Each record that follows should be repeated exactly, with no pictures carried over.

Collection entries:
──────────────────────────────

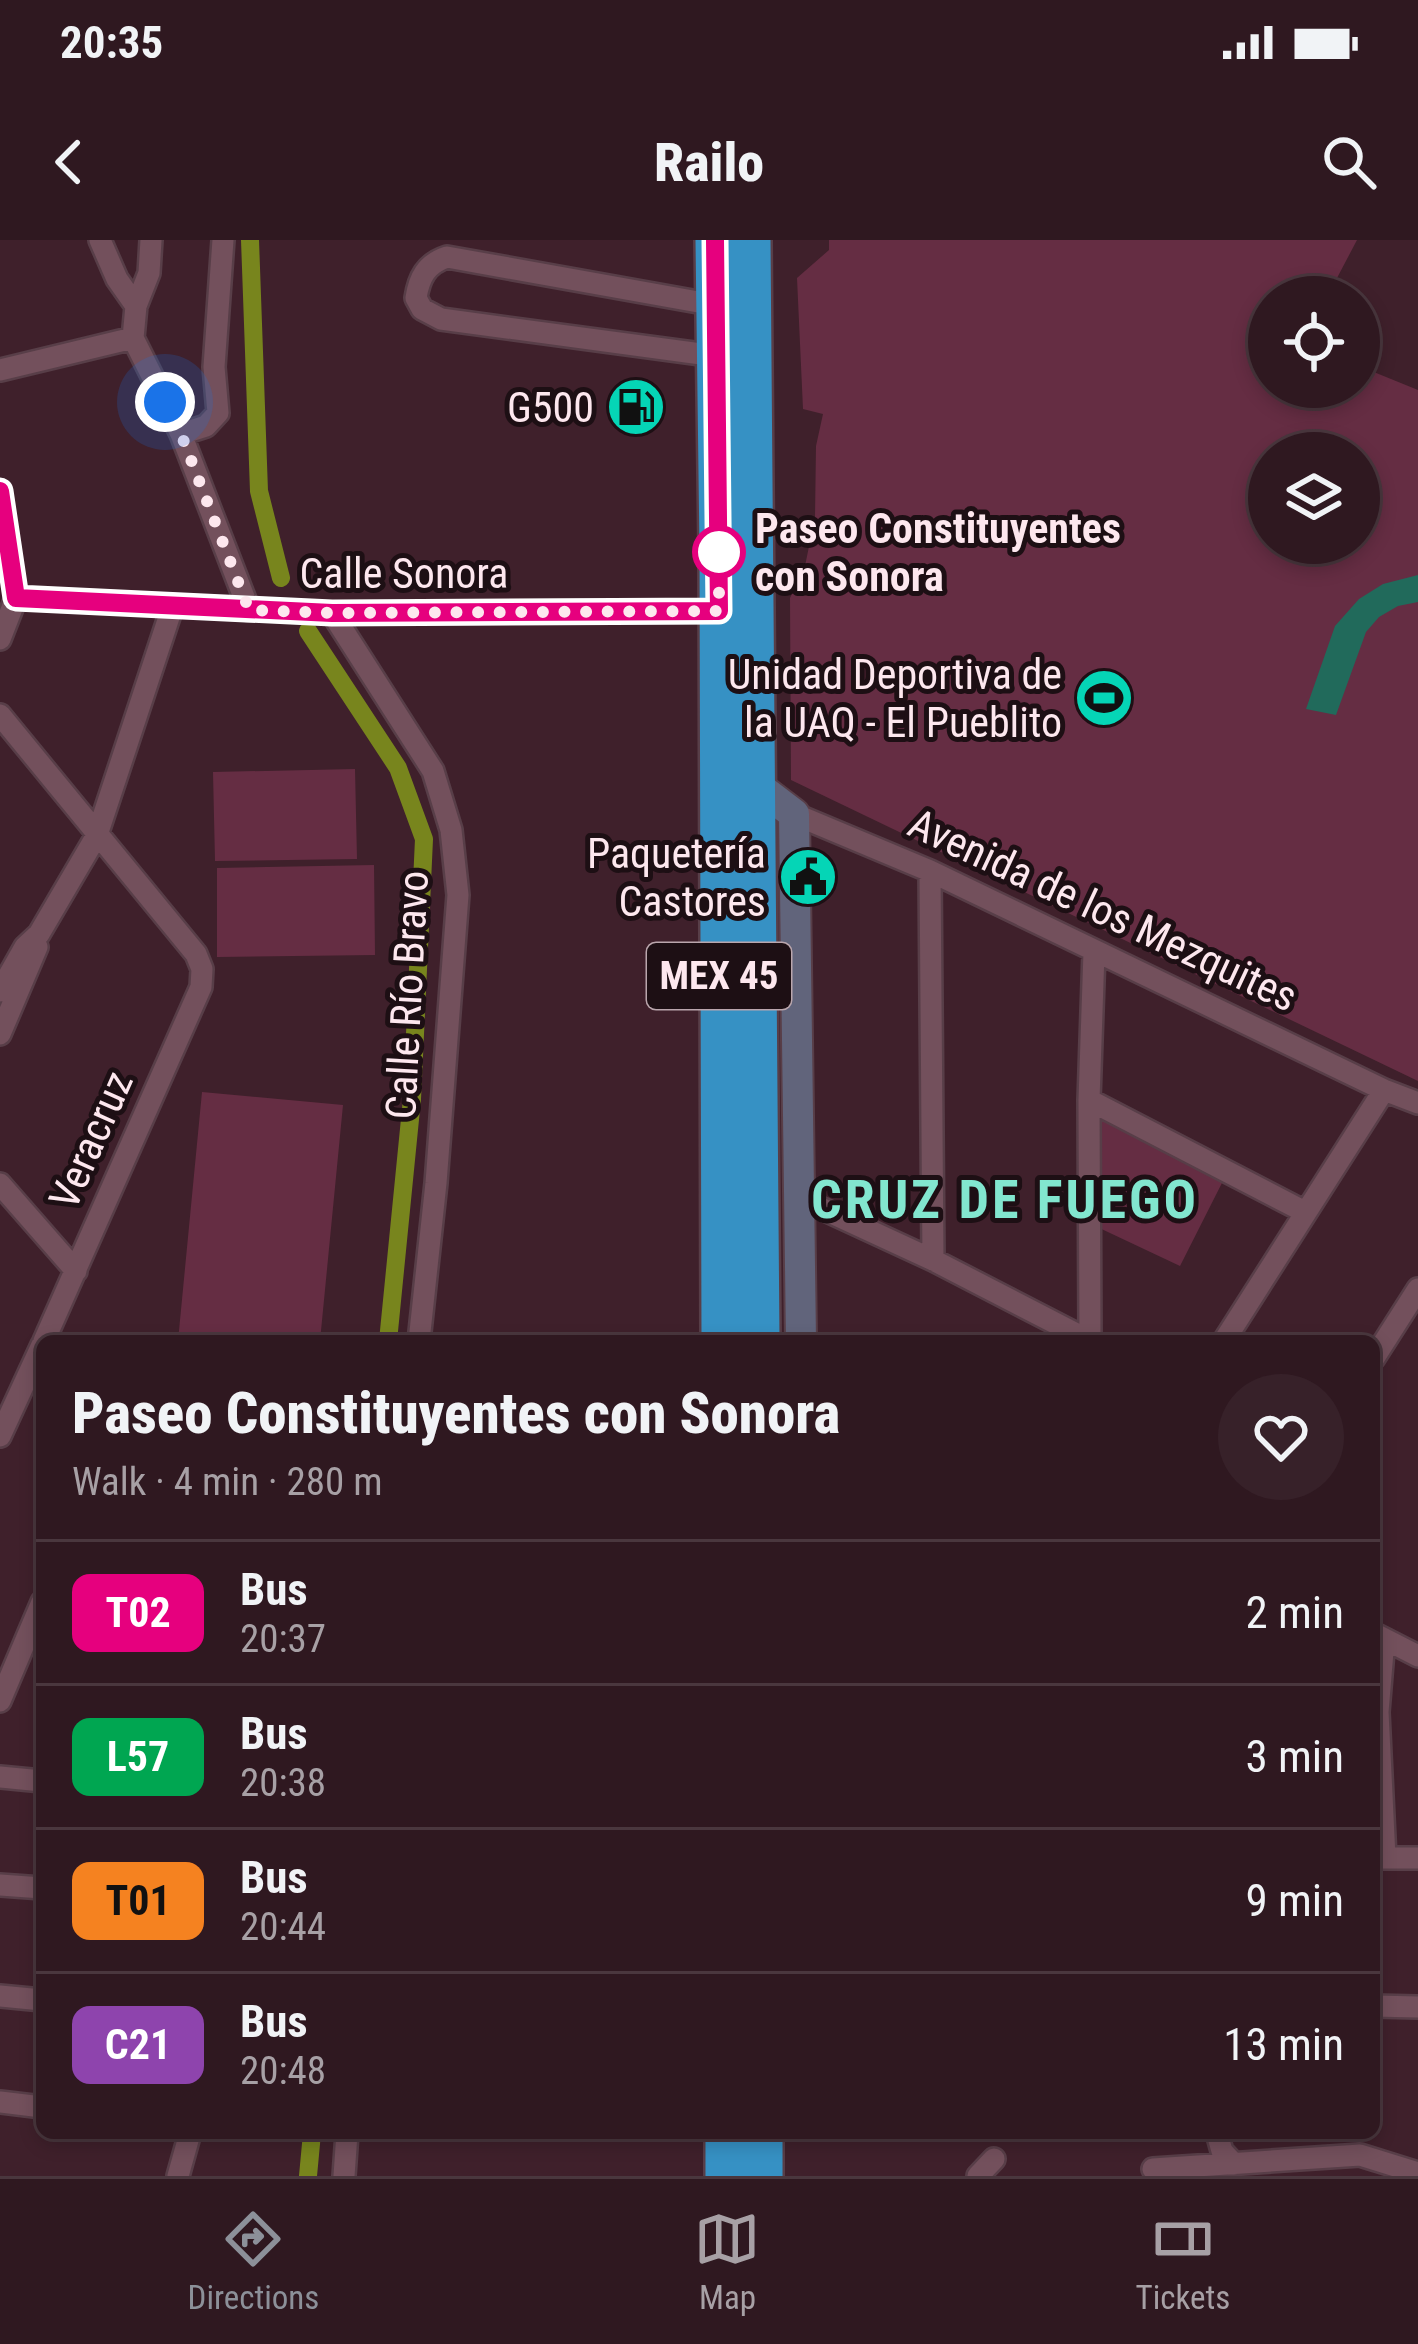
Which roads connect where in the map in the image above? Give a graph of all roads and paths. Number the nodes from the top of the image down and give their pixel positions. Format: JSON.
{"nodes":[{"id":1,"x":100,"y":240,"type":"edge"},
{"id":2,"x":151,"y":240,"type":"edge"},
{"id":3,"x":223,"y":240,"type":"edge"},
{"id":4,"x":715,"y":240,"type":"edge"},
{"id":5,"x":751,"y":240,"type":"edge"},
{"id":6,"x":715,"y":305,"type":"junction"},
{"id":7,"x":136,"y":306,"type":"junction"},
{"id":8,"x":134,"y":338,"type":"junction"},
{"id":9,"x":716,"y":356,"type":"junction"},
{"id":10,"x":0,"y":370,"type":"edge"},
{"id":11,"x":181,"y":434,"type":"junction"},
{"id":12,"x":0,"y":490,"type":"edge"},
{"id":13,"x":16,"y":598,"type":"junction"},
{"id":14,"x":172,"y":605,"type":"junction"},
{"id":15,"x":257,"y":610,"type":"junction"},
{"id":16,"x":719,"y":611,"type":"junction"},
{"id":17,"x":325,"y":612,"type":"junction"},
{"id":18,"x":0,"y":639,"type":"edge"},
{"id":19,"x":0,"y":715,"type":"edge"},
{"id":20,"x":756,"y":785,"type":"junction"},
{"id":21,"x":794,"y":814,"type":"junction"},
{"id":22,"x":97,"y":835,"type":"junction"},
{"id":23,"x":931,"y":871,"type":"junction"},
{"id":24,"x":39,"y":934,"type":"junction"},
{"id":25,"x":1094,"y":952,"type":"junction"},
{"id":26,"x":0,"y":991,"type":"edge"},
{"id":27,"x":0,"y":1034,"type":"edge"},
{"id":28,"x":1384,"y":1090,"type":"junction"},
{"id":29,"x":1089,"y":1100,"type":"junction"},
{"id":30,"x":1418,"y":1102,"type":"edge"},
{"id":31,"x":0,"y":1184,"type":"edge"},
{"id":32,"x":800,"y":1198,"type":"junction"},
{"id":33,"x":1305,"y":1212,"type":"junction"},
{"id":34,"x":933,"y":1261,"type":"junction"},
{"id":35,"x":76,"y":1271,"type":"junction"},
{"id":36,"x":1418,"y":1289,"type":"edge"},
{"id":37,"x":47,"y":1335,"type":"edge"},
{"id":38,"x":420,"y":1335,"type":"edge"},
{"id":39,"x":721,"y":1335,"type":"edge"},
{"id":40,"x":760,"y":1335,"type":"edge"},
{"id":41,"x":801,"y":1335,"type":"edge"},
{"id":42,"x":1078,"y":1335,"type":"edge"},
{"id":43,"x":1090,"y":1335,"type":"edge"},
{"id":44,"x":1228,"y":1335,"type":"edge"},
{"id":45,"x":1380,"y":1349,"type":"edge"},
{"id":46,"x":36,"y":1358,"type":"edge"},
{"id":47,"x":0,"y":1436,"type":"edge"},
{"id":48,"x":36,"y":1616,"type":"edge"},
{"id":49,"x":1380,"y":1637,"type":"edge"},
{"id":50,"x":1418,"y":1656,"type":"edge"},
{"id":51,"x":0,"y":1701,"type":"edge"},
{"id":52,"x":0,"y":1778,"type":"edge"},
{"id":53,"x":36,"y":1781,"type":"edge"},
{"id":54,"x":1380,"y":1858,"type":"edge"},
{"id":55,"x":1418,"y":1858,"type":"edge"},
{"id":56,"x":0,"y":1885,"type":"edge"},
{"id":57,"x":36,"y":1888,"type":"edge"},
{"id":58,"x":0,"y":1996,"type":"edge"},
{"id":59,"x":36,"y":1999,"type":"edge"},
{"id":60,"x":1380,"y":2006,"type":"edge"},
{"id":61,"x":1418,"y":2007,"type":"edge"},
{"id":62,"x":0,"y":2102,"type":"edge"},
{"id":63,"x":36,"y":2107,"type":"edge"},
{"id":64,"x":188,"y":2139,"type":"edge"},
{"id":65,"x":347,"y":2139,"type":"edge"},
{"id":66,"x":725,"y":2139,"type":"edge"},
{"id":67,"x":763,"y":2139,"type":"edge"},
{"id":68,"x":1219,"y":2139,"type":"edge"},
{"id":69,"x":1359,"y":2144,"type":"edge"},
{"id":70,"x":1234,"y":2164,"type":"junction"},
{"id":71,"x":1153,"y":2169,"type":"dead end"},
{"id":72,"x":1418,"y":2173,"type":"edge"},
{"id":73,"x":178,"y":2176,"type":"edge"},
{"id":74,"x":344,"y":2176,"type":"edge"},
{"id":75,"x":725,"y":2176,"type":"edge"},
{"id":76,"x":763,"y":2176,"type":"edge"}],
"edges":[{"from":1,"to":7,"type":"street"},
{"from":2,"to":7,"type":"street"},
{"from":3,"to":11,"type":"street"},
{"from":4,"to":6,"type":"highway","number":"MEX 45"},
{"from":5,"to":20,"type":"highway","number":"MEX 45"},
{"from":6,"to":9,"type":"highway","number":"MEX 45"},
{"from":6,"to":9,"type":"street"},
{"from":7,"to":8,"type":"street"},
{"from":8,"to":10,"type":"street"},
{"from":8,"to":11,"type":"street"},
{"from":9,"to":16,"type":"highway","number":"MEX 45"},
{"from":11,"to":15,"type":"street"},
{"from":12,"to":13,"type":"street"},
{"from":13,"to":14,"type":"street","name":"Calle Sonora"},
{"from":13,"to":18,"type":"street"},
{"from":14,"to":15,"type":"street","name":"Calle Sonora"},
{"from":14,"to":22,"type":"street"},
{"from":15,"to":17,"type":"street","name":"Calle Sonora"},
{"from":16,"to":17,"type":"street","name":"Calle Sonora"},
{"from":16,"to":39,"type":"highway","number":"MEX 45"},
{"from":17,"to":38,"type":"street","name":"Calle Río Bravo"},
{"from":19,"to":22,"type":"street"},
{"from":20,"to":21,"type":"street","name":"Avenida de los Mezquites"},
{"from":20,"to":40,"type":"highway","number":"MEX 45"},
{"from":21,"to":23,"type":"street","name":"Avenida de los Mezquites"},
{"from":21,"to":32,"type":"street"},
{"from":22,"to":24,"type":"street"},
{"from":22,"to":35,"type":"street","name":"Veracruz"},
{"from":23,"to":25,"type":"street","name":"Avenida de los Mezquites"},
{"from":23,"to":34,"type":"street"},
{"from":24,"to":26,"type":"street"},
{"from":24,"to":27,"type":"street"},
{"from":25,"to":28,"type":"street","name":"Avenida de los Mezquites"},
{"from":25,"to":29,"type":"street"},
{"from":28,"to":30,"type":"street","name":"Avenida de los Mezquites"},
{"from":28,"to":33,"type":"street"},
{"from":29,"to":33,"type":"street"},
{"from":29,"to":43,"type":"street"},
{"from":31,"to":35,"type":"street"},
{"from":32,"to":34,"type":"street"},
{"from":32,"to":41,"type":"street"},
{"from":33,"to":44,"type":"street"},
{"from":34,"to":42,"type":"street"},
{"from":35,"to":37,"type":"street","name":"Veracruz"},
{"from":36,"to":45,"type":"street"},
{"from":46,"to":47,"type":"street","name":"Veracruz"},
{"from":48,"to":51,"type":"street"},
{"from":49,"to":50,"type":"street"},
{"from":52,"to":53,"type":"street"},
{"from":54,"to":55,"type":"street"},
{"from":56,"to":57,"type":"street"},
{"from":58,"to":59,"type":"street"},
{"from":60,"to":61,"type":"street"},
{"from":62,"to":63,"type":"street"},
{"from":64,"to":73,"type":"street"},
{"from":65,"to":74,"type":"street"},
{"from":66,"to":75,"type":"highway"},
{"from":67,"to":76,"type":"highway"},
{"from":68,"to":70,"type":"street"},
{"from":69,"to":70,"type":"street"},
{"from":69,"to":72,"type":"street"},
{"from":70,"to":71,"type":"street"}]}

──────────────────────────────

(Solution to this task):
Which roads connect where in the map in the image above? Give a graph of all roads and paths. Number the nodes from the top of the image down and give their pixel positions. Format: JSON.
{"nodes":[{"id":1,"x":100,"y":240,"type":"edge"},
{"id":2,"x":151,"y":240,"type":"edge"},
{"id":3,"x":223,"y":240,"type":"edge"},
{"id":4,"x":715,"y":240,"type":"edge"},
{"id":5,"x":751,"y":240,"type":"edge"},
{"id":6,"x":715,"y":305,"type":"junction"},
{"id":7,"x":136,"y":306,"type":"junction"},
{"id":8,"x":134,"y":338,"type":"junction"},
{"id":9,"x":716,"y":356,"type":"junction"},
{"id":10,"x":0,"y":370,"type":"edge"},
{"id":11,"x":181,"y":434,"type":"junction"},
{"id":12,"x":0,"y":490,"type":"edge"},
{"id":13,"x":16,"y":598,"type":"junction"},
{"id":14,"x":172,"y":605,"type":"junction"},
{"id":15,"x":257,"y":610,"type":"junction"},
{"id":16,"x":719,"y":611,"type":"junction"},
{"id":17,"x":325,"y":612,"type":"junction"},
{"id":18,"x":0,"y":639,"type":"edge"},
{"id":19,"x":0,"y":715,"type":"edge"},
{"id":20,"x":756,"y":785,"type":"junction"},
{"id":21,"x":794,"y":814,"type":"junction"},
{"id":22,"x":97,"y":835,"type":"junction"},
{"id":23,"x":931,"y":871,"type":"junction"},
{"id":24,"x":39,"y":934,"type":"junction"},
{"id":25,"x":1094,"y":952,"type":"junction"},
{"id":26,"x":0,"y":991,"type":"edge"},
{"id":27,"x":0,"y":1034,"type":"edge"},
{"id":28,"x":1384,"y":1090,"type":"junction"},
{"id":29,"x":1089,"y":1100,"type":"junction"},
{"id":30,"x":1418,"y":1102,"type":"edge"},
{"id":31,"x":0,"y":1184,"type":"edge"},
{"id":32,"x":800,"y":1198,"type":"junction"},
{"id":33,"x":1305,"y":1212,"type":"junction"},
{"id":34,"x":933,"y":1261,"type":"junction"},
{"id":35,"x":76,"y":1271,"type":"junction"},
{"id":36,"x":1418,"y":1289,"type":"edge"},
{"id":37,"x":47,"y":1335,"type":"edge"},
{"id":38,"x":420,"y":1335,"type":"edge"},
{"id":39,"x":721,"y":1335,"type":"edge"},
{"id":40,"x":760,"y":1335,"type":"edge"},
{"id":41,"x":801,"y":1335,"type":"edge"},
{"id":42,"x":1078,"y":1335,"type":"edge"},
{"id":43,"x":1090,"y":1335,"type":"edge"},
{"id":44,"x":1228,"y":1335,"type":"edge"},
{"id":45,"x":1380,"y":1349,"type":"edge"},
{"id":46,"x":36,"y":1358,"type":"edge"},
{"id":47,"x":0,"y":1436,"type":"edge"},
{"id":48,"x":36,"y":1616,"type":"edge"},
{"id":49,"x":1380,"y":1637,"type":"edge"},
{"id":50,"x":1418,"y":1656,"type":"edge"},
{"id":51,"x":0,"y":1701,"type":"edge"},
{"id":52,"x":0,"y":1778,"type":"edge"},
{"id":53,"x":36,"y":1781,"type":"edge"},
{"id":54,"x":1380,"y":1858,"type":"edge"},
{"id":55,"x":1418,"y":1858,"type":"edge"},
{"id":56,"x":0,"y":1885,"type":"edge"},
{"id":57,"x":36,"y":1888,"type":"edge"},
{"id":58,"x":0,"y":1996,"type":"edge"},
{"id":59,"x":36,"y":1999,"type":"edge"},
{"id":60,"x":1380,"y":2006,"type":"edge"},
{"id":61,"x":1418,"y":2007,"type":"edge"},
{"id":62,"x":0,"y":2102,"type":"edge"},
{"id":63,"x":36,"y":2107,"type":"edge"},
{"id":64,"x":188,"y":2139,"type":"edge"},
{"id":65,"x":347,"y":2139,"type":"edge"},
{"id":66,"x":725,"y":2139,"type":"edge"},
{"id":67,"x":763,"y":2139,"type":"edge"},
{"id":68,"x":1219,"y":2139,"type":"edge"},
{"id":69,"x":1359,"y":2144,"type":"edge"},
{"id":70,"x":1234,"y":2164,"type":"junction"},
{"id":71,"x":1153,"y":2169,"type":"dead end"},
{"id":72,"x":1418,"y":2173,"type":"edge"},
{"id":73,"x":178,"y":2176,"type":"edge"},
{"id":74,"x":344,"y":2176,"type":"edge"},
{"id":75,"x":725,"y":2176,"type":"edge"},
{"id":76,"x":763,"y":2176,"type":"edge"}],
"edges":[{"from":1,"to":7,"type":"street"},
{"from":2,"to":7,"type":"street"},
{"from":3,"to":11,"type":"street"},
{"from":4,"to":6,"type":"highway","number":"MEX 45"},
{"from":5,"to":20,"type":"highway","number":"MEX 45"},
{"from":6,"to":9,"type":"highway","number":"MEX 45"},
{"from":6,"to":9,"type":"street"},
{"from":7,"to":8,"type":"street"},
{"from":8,"to":10,"type":"street"},
{"from":8,"to":11,"type":"street"},
{"from":9,"to":16,"type":"highway","number":"MEX 45"},
{"from":11,"to":15,"type":"street"},
{"from":12,"to":13,"type":"street"},
{"from":13,"to":14,"type":"street","name":"Calle Sonora"},
{"from":13,"to":18,"type":"street"},
{"from":14,"to":15,"type":"street","name":"Calle Sonora"},
{"from":14,"to":22,"type":"street"},
{"from":15,"to":17,"type":"street","name":"Calle Sonora"},
{"from":16,"to":17,"type":"street","name":"Calle Sonora"},
{"from":16,"to":39,"type":"highway","number":"MEX 45"},
{"from":17,"to":38,"type":"street","name":"Calle Río Bravo"},
{"from":19,"to":22,"type":"street"},
{"from":20,"to":21,"type":"street","name":"Avenida de los Mezquites"},
{"from":20,"to":40,"type":"highway","number":"MEX 45"},
{"from":21,"to":23,"type":"street","name":"Avenida de los Mezquites"},
{"from":21,"to":32,"type":"street"},
{"from":22,"to":24,"type":"street"},
{"from":22,"to":35,"type":"street","name":"Veracruz"},
{"from":23,"to":25,"type":"street","name":"Avenida de los Mezquites"},
{"from":23,"to":34,"type":"street"},
{"from":24,"to":26,"type":"street"},
{"from":24,"to":27,"type":"street"},
{"from":25,"to":28,"type":"street","name":"Avenida de los Mezquites"},
{"from":25,"to":29,"type":"street"},
{"from":28,"to":30,"type":"street","name":"Avenida de los Mezquites"},
{"from":28,"to":33,"type":"street"},
{"from":29,"to":33,"type":"street"},
{"from":29,"to":43,"type":"street"},
{"from":31,"to":35,"type":"street"},
{"from":32,"to":34,"type":"street"},
{"from":32,"to":41,"type":"street"},
{"from":33,"to":44,"type":"street"},
{"from":34,"to":42,"type":"street"},
{"from":35,"to":37,"type":"street","name":"Veracruz"},
{"from":36,"to":45,"type":"street"},
{"from":46,"to":47,"type":"street","name":"Veracruz"},
{"from":48,"to":51,"type":"street"},
{"from":49,"to":50,"type":"street"},
{"from":52,"to":53,"type":"street"},
{"from":54,"to":55,"type":"street"},
{"from":56,"to":57,"type":"street"},
{"from":58,"to":59,"type":"street"},
{"from":60,"to":61,"type":"street"},
{"from":62,"to":63,"type":"street"},
{"from":64,"to":73,"type":"street"},
{"from":65,"to":74,"type":"street"},
{"from":66,"to":75,"type":"highway"},
{"from":67,"to":76,"type":"highway"},
{"from":68,"to":70,"type":"street"},
{"from":69,"to":70,"type":"street"},
{"from":69,"to":72,"type":"street"},
{"from":70,"to":71,"type":"street"}]}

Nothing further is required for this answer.